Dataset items
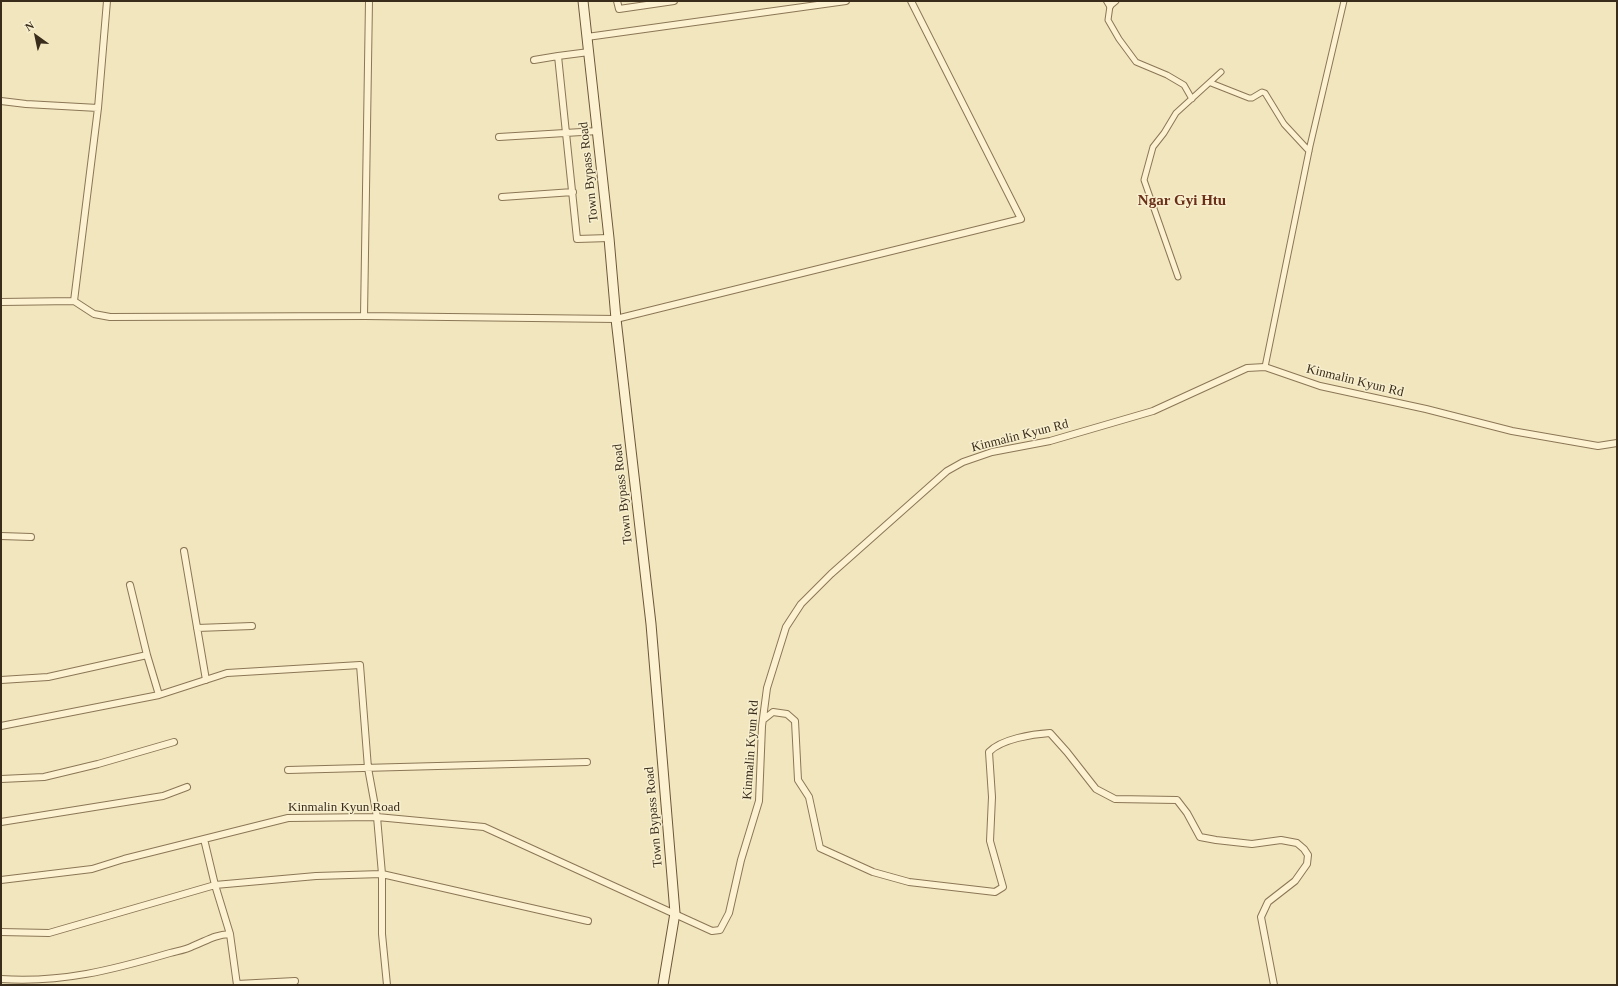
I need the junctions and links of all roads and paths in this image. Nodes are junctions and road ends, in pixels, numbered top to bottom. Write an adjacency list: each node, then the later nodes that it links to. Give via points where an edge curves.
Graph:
1 (107, 1): 19 (street)
2 (369, 1): 30 (street)
3 (583, 1): 11 (main road, Town Bypass Road)
4 (617, 1): 5 (street, via 619,9)
5 (674, 1)
6 (846, 1): 11 (street)
7 (910, 1): 31 (street, via 1021,219)
8 (1116, 1): 10 (street)
9 (1344, 1): 23 (street)
10 (1108, 4): 17 (street, via 1108,20 1136,62 1184,85)
11 (587, 37): 12 (main road, Town Bypass Road)
12 (589, 52): 13 (street); 20 (main road, Town Bypass Road)
13 (558, 56): 14 (street); 21 (street)
14 (534, 60)
15 (1222, 72): 16 (street)
16 (1211, 83): 17 (street); 23 (street, via 1249,98 1265,93 1284,124)
17 (1192, 99): 27 (street, via 1176,112 1153,146 1144,180)
18 (1, 101): 19 (street)
19 (98, 108): 28 (street)
20 (598, 131): 21 (street); 26 (main road, Town Bypass Road)
21 (566, 133): 22 (street); 24 (street)
22 (499, 137)
23 (1309, 151): 32 (street)
24 (573, 192): 25 (street); 26 (street, via 577,239)
25 (502, 197)
26 (609, 238): 31 (main road, Town Bypass Road)
27 (1178, 277)
28 (74, 301): 29 (street); 30 (street, via 94,314 110,317)
29 (1, 302)
30 (364, 316): 31 (street)
31 (616, 319): 58 (main road, Town Bypass Road, via 651,624)
32 (1265, 367): 33 (street, Kinmalin Kyun Rd, via 1320,386 1512,431 1598,446); 44 (street, Kinmalin Kyun Rd, via 1247,368 1153,411 1050,441 992,452 963,462 947,471 800,604 786,627 767,688)
33 (1617, 442)
34 (1, 536): 35 (street)
35 (31, 537)
36 (184, 551): 39 (street)
37 (130, 585): 40 (street)
38 (252, 626): 39 (street)
39 (197, 628): 42 (street)
40 (147, 655): 41 (street, via 48,677); 43 (street)
41 (1, 680)
42 (206, 680): 43 (street); 48 (street, via 227,673 360,665)
43 (159, 695): 45 (street)
44 (763, 720): 58 (street, Kinmalin Kyun Rd, via 759,801 741,860 729,914 720,930 712,931); 67 (street, via 773,712 787,714 795,720 798,780 809,797 820,848 873,872 909,882 995,892 1003,887 990,841 992,797 989,752 993,747 1028,734 1050,733 1096,789 1115,798 1177,800 1200,837 1252,844 1281,840 1297,843 1308,855 1307,864 1295,881 1268,902 1261,917)
45 (1, 726)
46 (174, 742): 50 (street, via 44,777)
47 (587, 762): 48 (street)
48 (368, 768): 49 (street); 52 (street)
49 (288, 770)
50 (1, 779)
51 (187, 787): 53 (street, via 164,796)
52 (377, 817): 54 (street, Kinmalin Kyun Road, via 288,818); 55 (street); 58 (street, Kinmalin Kyun Road, via 484,827)
53 (1, 822)
54 (204, 839): 56 (street, Kinmalin Kyun Road, via 92,869); 57 (street)
55 (382, 874): 57 (street, via 316,876); 59 (street); 65 (street, via 382,934)
56 (1, 880)
57 (215, 886): 60 (street, via 49,933); 61 (street)
58 (675, 913): 66 (main road, Town Bypass Road)
59 (588, 921)
60 (1, 932)
61 (230, 934): 62 (street, via 220,934 192,947 102,972 49,979); 64 (street)
62 (1, 979)
63 (295, 982): 64 (street)
64 (237, 984)
65 (387, 985)
66 (663, 985)
67 (1274, 985)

### What to produce
Each line above with the word "main" must be returned.

### Solution to this exercise
3 (583, 1): 11 (main road, Town Bypass Road)
11 (587, 37): 12 (main road, Town Bypass Road)
12 (589, 52): 13 (street); 20 (main road, Town Bypass Road)
20 (598, 131): 21 (street); 26 (main road, Town Bypass Road)
26 (609, 238): 31 (main road, Town Bypass Road)
31 (616, 319): 58 (main road, Town Bypass Road, via 651,624)
58 (675, 913): 66 (main road, Town Bypass Road)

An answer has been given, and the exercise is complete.